Vincent van Gogh qui habite la « maison jaune », rêve d’une communauté d’artistes. Paul Gauguin vient le rejoindre et ils commencent à travailler ensemble. Mais les deux hommes s’entendent mal: la tension débouche sur une crise. À la suite d’une dispute violente Vincent van Gogh se mutile l’oreille gauche. Il est soigné par le docteur Rey dont il peint à cette époque le portrait.

En 1889, l’artiste rentre dans un asile près de Saint-Rémy-de-Provence où il va rester pendant une année. Son état varie de la dépression profonde aux phases de rémission et d’activité immense. Les peintures de cette période sont caractérisées par des remous et des spirales. Il peint ce qu’il voit de sa fenêtre.

En 1890, Vincent van Gogh rejoint son frère Théo à Paris qui l’installe à Auvers-sur-Oise. Dans ce village du Vexin francais et sous les soins attentifs du docteur Gachot, son activité artistique est intense. Il produit pendant deux mois plus de soixante-dix tableaux.

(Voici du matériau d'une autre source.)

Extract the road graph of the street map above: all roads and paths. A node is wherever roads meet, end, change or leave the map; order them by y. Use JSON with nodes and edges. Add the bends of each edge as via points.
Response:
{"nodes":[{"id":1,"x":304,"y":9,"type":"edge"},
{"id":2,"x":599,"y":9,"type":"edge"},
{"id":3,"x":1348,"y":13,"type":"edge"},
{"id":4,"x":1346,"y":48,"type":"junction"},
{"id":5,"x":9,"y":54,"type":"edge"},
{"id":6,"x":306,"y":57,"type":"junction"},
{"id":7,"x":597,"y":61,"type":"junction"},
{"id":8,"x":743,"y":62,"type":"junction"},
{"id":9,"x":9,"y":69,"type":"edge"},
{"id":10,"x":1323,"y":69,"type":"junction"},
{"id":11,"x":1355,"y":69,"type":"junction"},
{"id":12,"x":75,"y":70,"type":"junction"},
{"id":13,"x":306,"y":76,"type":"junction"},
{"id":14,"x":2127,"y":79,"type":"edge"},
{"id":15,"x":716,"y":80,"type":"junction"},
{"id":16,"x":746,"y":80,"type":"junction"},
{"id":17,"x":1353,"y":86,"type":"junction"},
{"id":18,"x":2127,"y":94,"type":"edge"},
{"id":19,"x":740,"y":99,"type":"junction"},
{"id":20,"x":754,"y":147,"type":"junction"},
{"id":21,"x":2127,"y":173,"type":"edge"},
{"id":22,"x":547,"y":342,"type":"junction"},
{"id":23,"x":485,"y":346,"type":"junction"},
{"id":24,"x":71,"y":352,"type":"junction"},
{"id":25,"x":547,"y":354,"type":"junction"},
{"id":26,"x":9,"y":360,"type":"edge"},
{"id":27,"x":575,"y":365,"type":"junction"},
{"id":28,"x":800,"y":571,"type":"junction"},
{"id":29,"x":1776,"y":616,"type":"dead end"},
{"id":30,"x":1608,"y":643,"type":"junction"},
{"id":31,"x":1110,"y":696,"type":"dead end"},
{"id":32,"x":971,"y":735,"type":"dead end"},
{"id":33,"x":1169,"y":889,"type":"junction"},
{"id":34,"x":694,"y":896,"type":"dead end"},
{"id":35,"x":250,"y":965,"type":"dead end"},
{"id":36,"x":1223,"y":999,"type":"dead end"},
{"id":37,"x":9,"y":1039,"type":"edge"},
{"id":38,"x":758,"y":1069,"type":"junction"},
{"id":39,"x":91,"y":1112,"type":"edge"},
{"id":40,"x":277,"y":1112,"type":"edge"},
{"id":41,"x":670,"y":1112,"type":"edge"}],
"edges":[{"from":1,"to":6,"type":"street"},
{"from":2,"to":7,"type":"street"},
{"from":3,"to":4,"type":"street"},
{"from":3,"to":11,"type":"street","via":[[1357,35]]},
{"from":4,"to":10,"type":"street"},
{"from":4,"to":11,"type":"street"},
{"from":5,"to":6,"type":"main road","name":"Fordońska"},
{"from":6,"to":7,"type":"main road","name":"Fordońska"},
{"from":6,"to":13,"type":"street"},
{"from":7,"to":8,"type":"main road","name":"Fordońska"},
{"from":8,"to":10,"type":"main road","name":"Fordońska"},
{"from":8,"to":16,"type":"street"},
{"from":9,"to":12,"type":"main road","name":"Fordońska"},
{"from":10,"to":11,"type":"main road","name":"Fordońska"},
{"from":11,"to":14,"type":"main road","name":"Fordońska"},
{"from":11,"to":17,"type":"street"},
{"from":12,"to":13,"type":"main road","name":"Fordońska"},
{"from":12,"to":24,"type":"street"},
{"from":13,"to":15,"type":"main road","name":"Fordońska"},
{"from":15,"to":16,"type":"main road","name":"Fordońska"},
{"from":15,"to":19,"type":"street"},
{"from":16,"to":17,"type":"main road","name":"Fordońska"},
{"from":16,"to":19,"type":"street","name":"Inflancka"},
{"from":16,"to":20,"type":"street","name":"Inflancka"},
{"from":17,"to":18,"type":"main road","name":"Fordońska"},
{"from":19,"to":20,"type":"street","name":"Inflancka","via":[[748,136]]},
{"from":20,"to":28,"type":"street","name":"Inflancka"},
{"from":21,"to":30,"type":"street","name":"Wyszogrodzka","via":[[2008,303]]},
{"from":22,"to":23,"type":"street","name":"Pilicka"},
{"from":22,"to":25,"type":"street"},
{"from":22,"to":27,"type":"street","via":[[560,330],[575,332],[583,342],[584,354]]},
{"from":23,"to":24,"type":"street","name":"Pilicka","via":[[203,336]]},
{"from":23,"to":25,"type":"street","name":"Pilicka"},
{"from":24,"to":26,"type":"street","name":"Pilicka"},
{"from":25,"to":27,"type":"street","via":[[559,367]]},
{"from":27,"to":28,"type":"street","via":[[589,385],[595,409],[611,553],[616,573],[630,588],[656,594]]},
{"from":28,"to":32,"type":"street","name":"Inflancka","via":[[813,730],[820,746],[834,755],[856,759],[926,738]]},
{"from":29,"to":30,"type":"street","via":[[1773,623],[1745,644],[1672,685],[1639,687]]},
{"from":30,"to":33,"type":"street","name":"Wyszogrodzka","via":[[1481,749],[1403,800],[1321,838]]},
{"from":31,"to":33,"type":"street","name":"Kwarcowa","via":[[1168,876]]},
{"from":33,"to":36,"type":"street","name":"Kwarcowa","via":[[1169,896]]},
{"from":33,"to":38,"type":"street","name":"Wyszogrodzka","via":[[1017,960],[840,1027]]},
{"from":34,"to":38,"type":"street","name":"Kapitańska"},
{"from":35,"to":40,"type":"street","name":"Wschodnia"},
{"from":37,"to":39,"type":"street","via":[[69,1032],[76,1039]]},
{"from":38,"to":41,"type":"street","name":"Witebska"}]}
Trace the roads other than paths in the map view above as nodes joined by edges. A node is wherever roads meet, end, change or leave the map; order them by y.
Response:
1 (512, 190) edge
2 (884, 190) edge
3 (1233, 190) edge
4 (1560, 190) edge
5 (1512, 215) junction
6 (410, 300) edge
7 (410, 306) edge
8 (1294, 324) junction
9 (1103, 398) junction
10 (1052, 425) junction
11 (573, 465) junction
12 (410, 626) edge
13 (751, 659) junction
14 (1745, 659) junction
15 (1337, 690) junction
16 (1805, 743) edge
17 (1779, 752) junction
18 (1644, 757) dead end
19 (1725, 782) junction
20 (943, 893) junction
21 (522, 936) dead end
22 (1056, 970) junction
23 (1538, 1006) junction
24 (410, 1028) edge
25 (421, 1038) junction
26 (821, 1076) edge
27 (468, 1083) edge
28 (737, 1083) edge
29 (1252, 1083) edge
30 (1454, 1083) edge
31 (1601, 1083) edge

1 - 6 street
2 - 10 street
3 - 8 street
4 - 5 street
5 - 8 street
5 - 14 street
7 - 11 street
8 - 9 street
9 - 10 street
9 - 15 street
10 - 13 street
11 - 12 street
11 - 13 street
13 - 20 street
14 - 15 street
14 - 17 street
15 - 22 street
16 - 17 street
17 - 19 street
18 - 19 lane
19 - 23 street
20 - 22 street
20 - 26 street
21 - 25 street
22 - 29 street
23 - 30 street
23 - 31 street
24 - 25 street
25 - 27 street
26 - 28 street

D’une grande force expressive, la palette du peintre s’assombrit peu à peu exprimant le mal de vivre qui le tourmente. Sa touche est mouvementée et fébrile. En juillet 1890, dans un champs où il peignait une ultime toile, il se tire un coup de revolver dans la poitrine et meurt deux jours plus tard.

Vincent van Gogh à préparé les sentiers de l’art moderne. Ce peintre n’a vendu qu’une seule toile. Aujourd’hui ses tableaux sont parmi les plus chers du monde.

UN BOUQUET

Je vous envoie un bouquet, que ma main

Vient de trier de ces fleurs épanouies,

Qui ne les eut à ces vêpres cueillies,

Tombées à terre elles fussent demain.

Pierre de Ronsard (1524 – 1585)

ÉDOUARD MANET (1832 – 1883): BOUQUET DE FLEURS

ÉDOUARD MANET, né et décédé à Paris, est un peintre francais majeur. Issu d’une famille bourgeoise, artiste dans l’âme, Édouard Manet refuse de s’engager dans les études de droit auxquelles son père le prédestine. Il choisit d’entrer dans un atelier de peinture et se forme en copiant les chefs-d’oeuvre de tous les plus grands musées européens. Dès la proclamation de la Troisième République en 1870, Édouard Manet s’engage comme Garde National. Il passe l’été 1874 sur son bateau-atelier et développe un style « plein air ». À partir de 1876 et durant ses dernières années il se sent fatigué. Malgré les attaques d’une grave maladie qui causera l’amputation de sa jambe gauche et finira par l’emporter, il se consacre à des « oeuvres d’intérieur »: natures mortes, compositions florales et portraits.